Purpose: The goal of this study was to test the hypothesis that by controlling intracellular uptake, organic cation transporter 1, Oct1 is a key determinant of the disposition and toxicity of cis-diammine(pyridine)chloroplatinum(II)(cDPCP) and oxaliplatin. Methods: Pharmacokinetics, tissue accumulation and toxicity of cDPCP and oxaliplatin were compared between Oct1-/- and wild-type mice. Results: After intravenous administration, hepatic and intestinal accumulation of cDPCP was 2.7-fold and 3.9-fold greater in Oct1 wild-type mice (p < 0.001). Deletion of Oct1 resulted in a significantly decreased clearance (0.444 ± 0.0391 ml/min*kg versus 0.649 ± 0.0807 ml/min*kg in wild-type mice, p < 0.05) and volume distribution (1.90 ± 0.161 L/kg versus 3.37 ± 0.196 L/kg in wild-type mice, p < 0.001). Moreover, Oct1 deletion resulted in more severe off-target toxicities in CDPCP-treated mice.

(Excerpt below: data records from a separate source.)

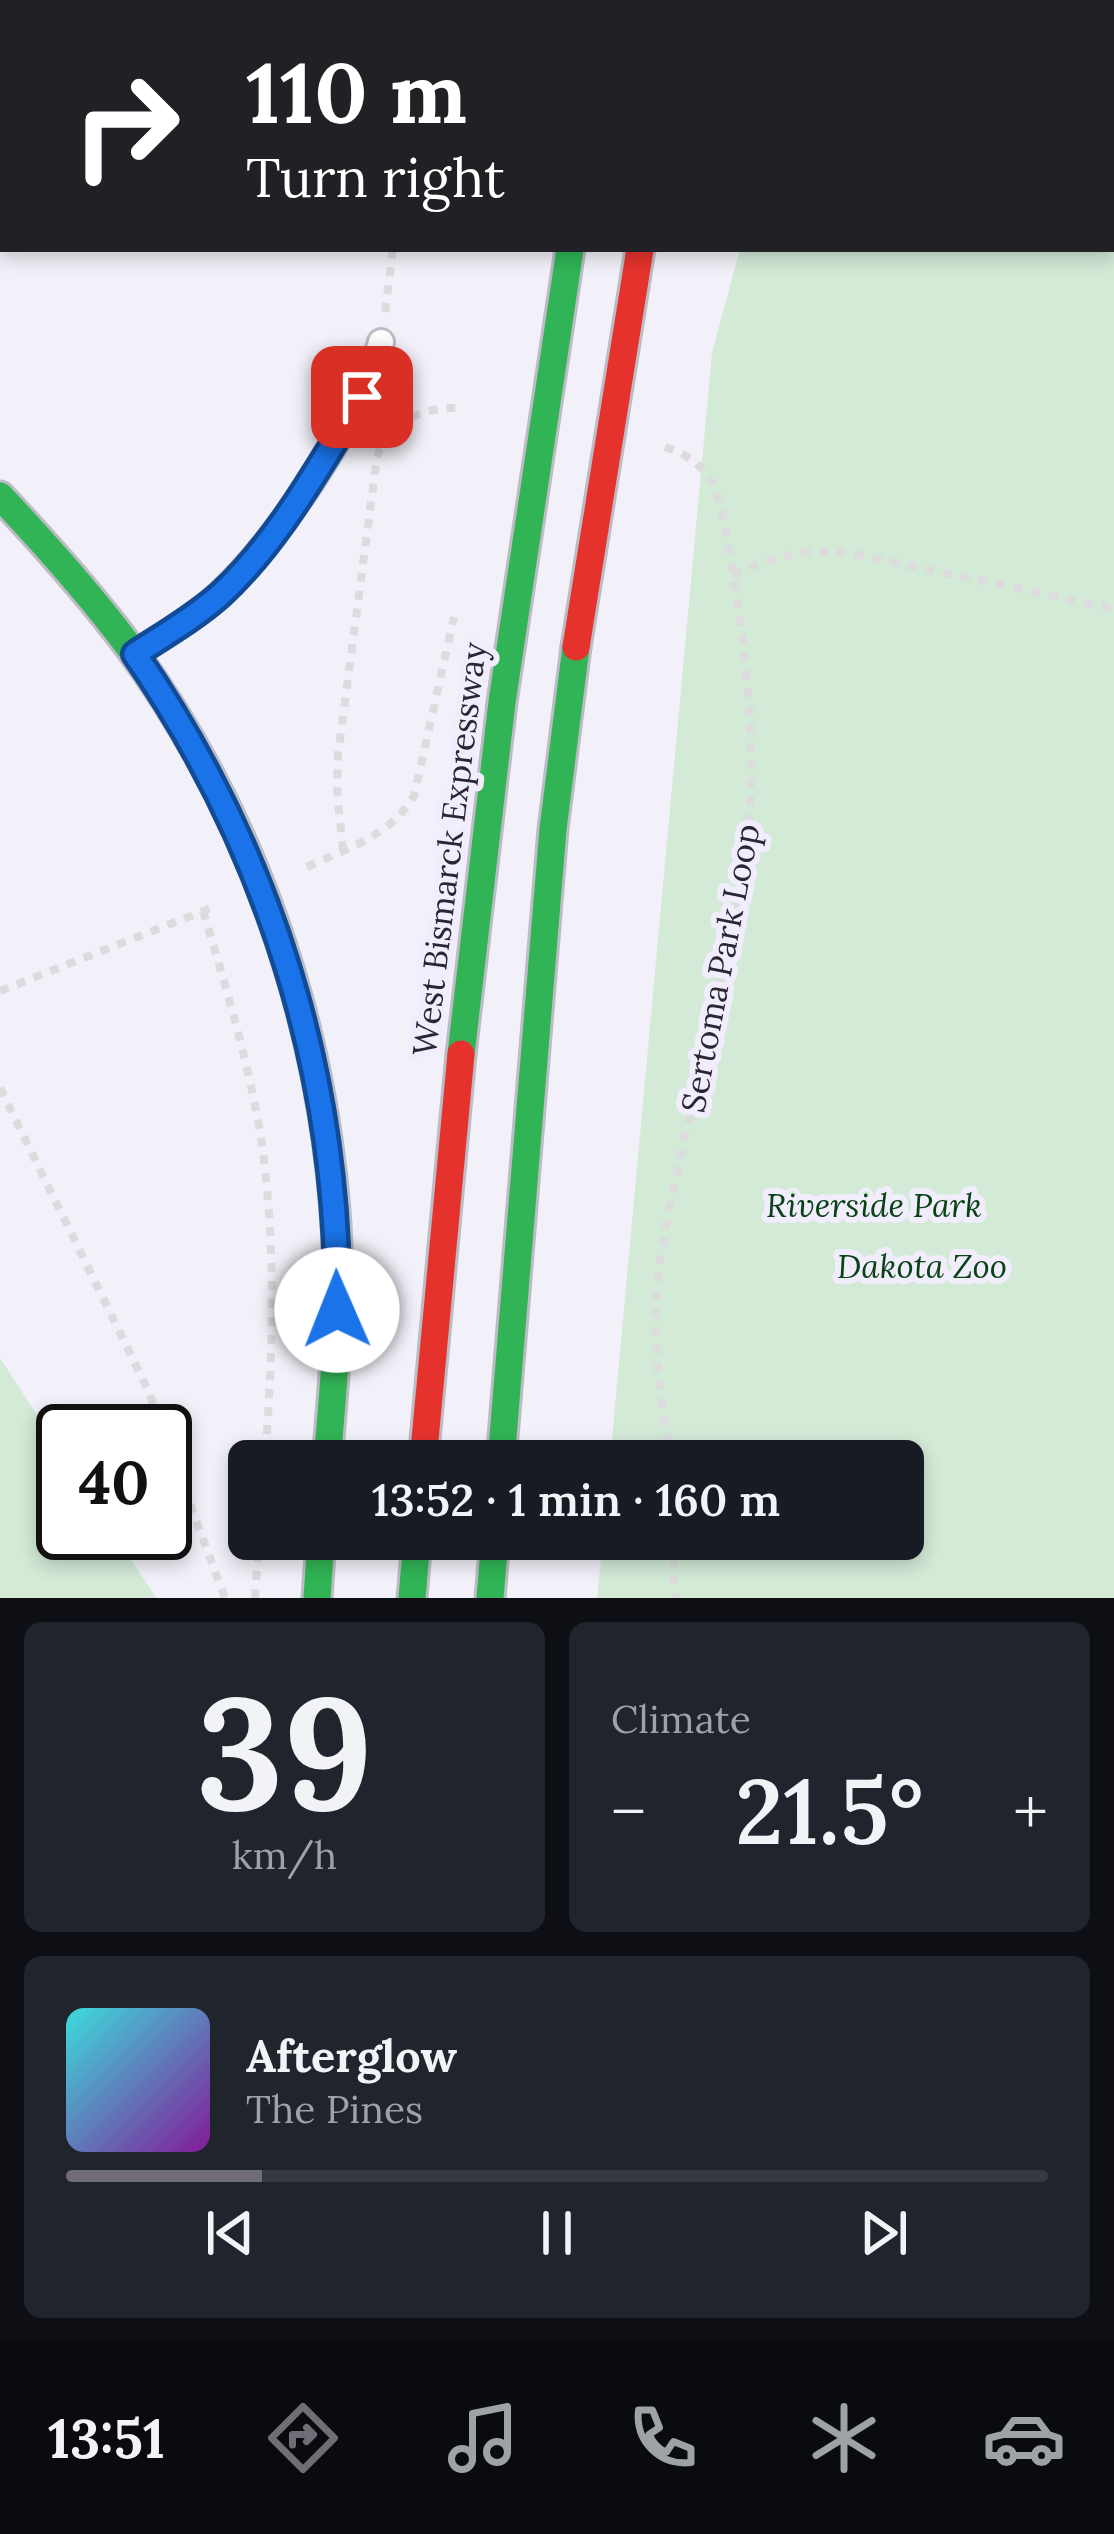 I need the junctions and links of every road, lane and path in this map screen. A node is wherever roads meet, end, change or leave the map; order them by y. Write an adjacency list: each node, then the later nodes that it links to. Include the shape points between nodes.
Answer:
1 (570, 252): 19 (main road, West Bismarck Expressway, via 499,718)
2 (640, 252): 20 (main road, via 553,829)
3 (381, 342): 10 (lane, via 362,397 269,539 222,593)
4 (464, 408): 11 (path, via 417,414 389,434 377,457 339,735)
5 (665, 447): 7 (path, Sertoma Park Loop, via 691,458 715,486)
6 (0, 496): 10 (main road)
7 (734, 575): 8 (path, via 815,548); 21 (path, Sertoma Park Loop, via 751,795 739,898 660,1263 656,1328)
8 (1114, 609)
9 (454, 612): 11 (path, via 414,796 397,820)
10 (135, 654): 12 (main road, via 199,756)
11 (344, 850): 12 (path)
12 (261, 888): 13 (path); 18 (main road, via 303,1024 329,1161 338,1281)
13 (203, 911): 14 (path); 17 (path, via 260,1135 271,1295)
14 (0, 991)
15 (0, 1088): 16 (path)
16 (153, 1404)
17 (266, 1440)
18 (328, 1440)
19 (425, 1440)
20 (503, 1440)
21 (667, 1440)
22 (192, 1509): 28 (path)
23 (258, 1560): 29 (path)
24 (319, 1560): 30 (main road)
25 (415, 1560): 31 (main road)
26 (493, 1560): 32 (main road)
27 (673, 1560): 33 (path)
28 (225, 1598)
29 (255, 1598)
30 (316, 1598)
31 (412, 1598)
32 (490, 1598)
33 (677, 1598)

Histologic examination of the liver and measurements of liver function indicated that the level of hepatic toxicity was mild and reversible, but was more apparent in the wild-type mice. In contrast, the effect of Oct1 on the pharmacokinetics and toxicity of oxaliplatin in the mice was minimal. Conclusions: Our study suggests that Oct1 plays an important role in the pharmacokinetics, tissue distribution and toxicity of cDPCP, but not oxaliplatin.
Identification and Characterization of Approved Drugs and Drug-Like Compounds as Covalent Escherichia coli ClpP Inhibitors
Int J Mol Sci 2019 May 31;20(11):2686.PMID:31159170DOI:10.3390/ijms20112686.

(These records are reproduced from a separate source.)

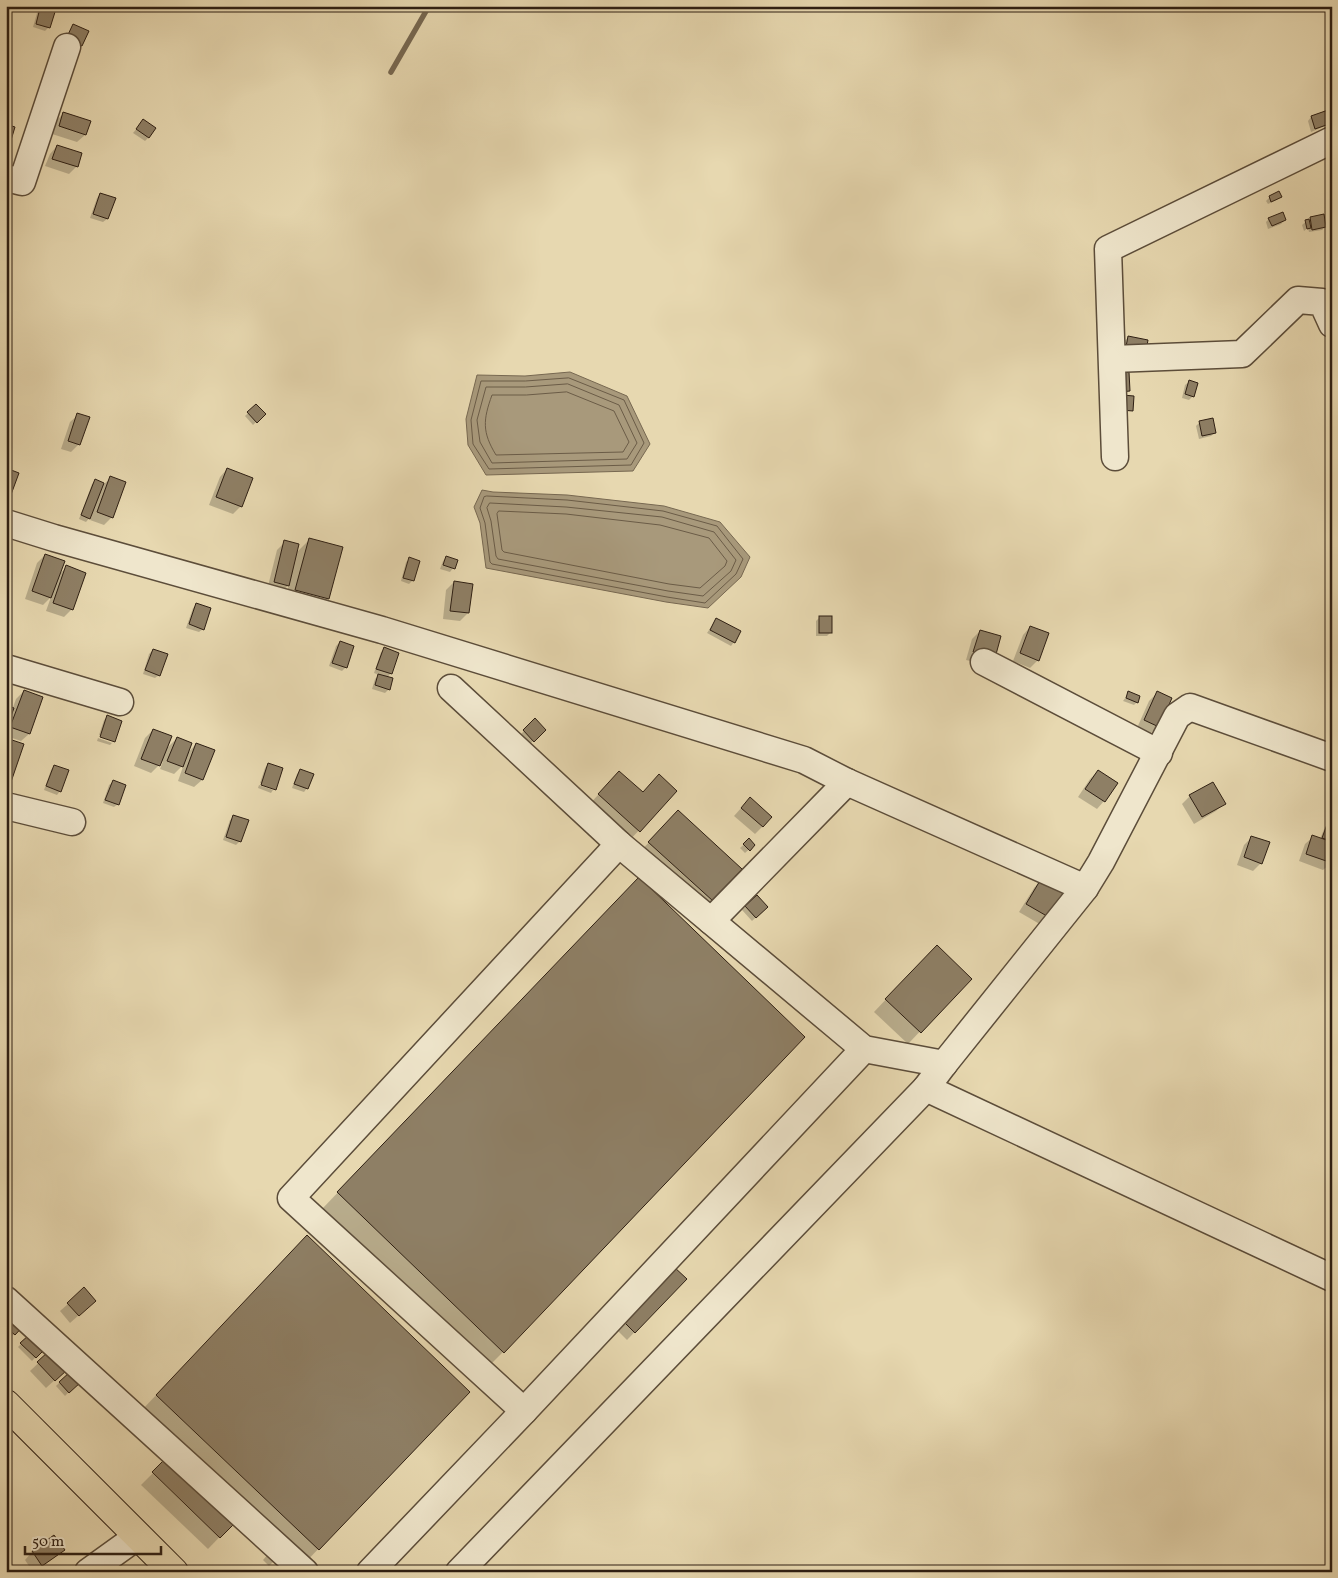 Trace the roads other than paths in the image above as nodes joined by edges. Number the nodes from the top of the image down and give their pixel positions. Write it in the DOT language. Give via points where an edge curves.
graph roads {
  1 [pos="67,48"];
  2 [pos="1332,140"];
  3 [pos="6,178"];
  4 [pos="1332,324"];
  5 [pos="1113,359"];
  6 [pos="1116,456"];
  7 [pos="6,523"];
  8 [pos="984,662"];
  9 [pos="6,668"];
  10 [pos="451,688"];
  11 [pos="120,702"];
  12 [pos="1158,753"];
  13 [pos="1332,758"];
  14 [pos="847,782"];
  15 [pos="6,806"];
  16 [pos="72,822"];
  17 [pos="619,844"];
  18 [pos="1085,888"];
  19 [pos="710,921"];
  20 [pos="864,1049"];
  21 [pos="944,1064"];
  22 [pos="926,1088"];
  23 [pos="1332,1278"];
  24 [pos="6,1300"];
  25 [pos="6,1404"];
  26 [pos="524,1411"];
  27 [pos="138,1536"];
  28 [pos="88,1572"];
  29 [pos="174,1572"];
  30 [pos="305,1572"];
  31 [pos="370,1572"];
  32 [pos="459,1572"];
  1 -- 3 [label="street" via="22,182"];
  2 -- 5 [label="street" via="1108,249"];
  4 -- 5 [label="street" via="1322,302 1298,300 1242,354"];
  5 -- 6 [label="street"];
  7 -- 14 [label="street" via="400,636 804,760"];
  8 -- 12 [label="street"];
  9 -- 11 [label="street"];
  10 -- 17 [label="street"];
  12 -- 13 [label="street" via="1178,716 1190,707"];
  12 -- 18 [label="street"];
  14 -- 18 [label="street"];
  14 -- 19 [label="street"];
  15 -- 16 [label="street"];
  17 -- 19 [label="street"];
  17 -- 26 [label="street" via="291,1198"];
  18 -- 21 [label="street"];
  19 -- 20 [label="street"];
  20 -- 21 [label="street"];
  20 -- 26 [label="street"];
  21 -- 22 [label="street"];
  22 -- 23 [label="street"];
  22 -- 32 [label="street"];
  24 -- 30 [label="street"];
  25 -- 27 [label="main road"];
  26 -- 31 [label="street"];
  27 -- 28 [label="street"];
  27 -- 29 [label="main road"];
}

The serine protease Caseinolytic protease subunit P (ClpP) plays an important role for protein homeostasis in bacteria and contributes to various developmental processes, as well as virulence. Therefore, ClpP is considered as a potential drug target in Gram-positive and Gram-negative bacteria. In this study, we utilized a biochemical assay to screen several small molecule libraries of approved and investigational drugs for Escherichia coli ClpP inhibitors. The approved drugs bortezomib, cefmetazole, cisplatin, as well as the investigational drug cDPCP, and the protease inhibitor 3,4-dichloroisocoumarin (3,4-DIC) emerged as ClpP inhibitors with IC50 values ranging between 0.04 and 31 µM. Compound profiling of the inhibitors revealed cefmetazole and cisplatin not to inhibit the serine protease bovine α-chymotrypsin, and for cefmetazole no cytotoxicity against three human cell lines was detected. Surface plasmon resonance studies demonstrated all novel ClpP inhibitors to bind covalently to ClpP. Investigation of the potential binding mode for cefmetazole using molecular docking suggested a dual covalent binding to Ser97 and Thr168. While only the antibiotic cefmetazole demonstrated an intrinsic antibacterial effect, cDPCP clearly delayed the bacterial growth recovery time upon chemically induced nitric oxide stress in a ClpP-dependent manner.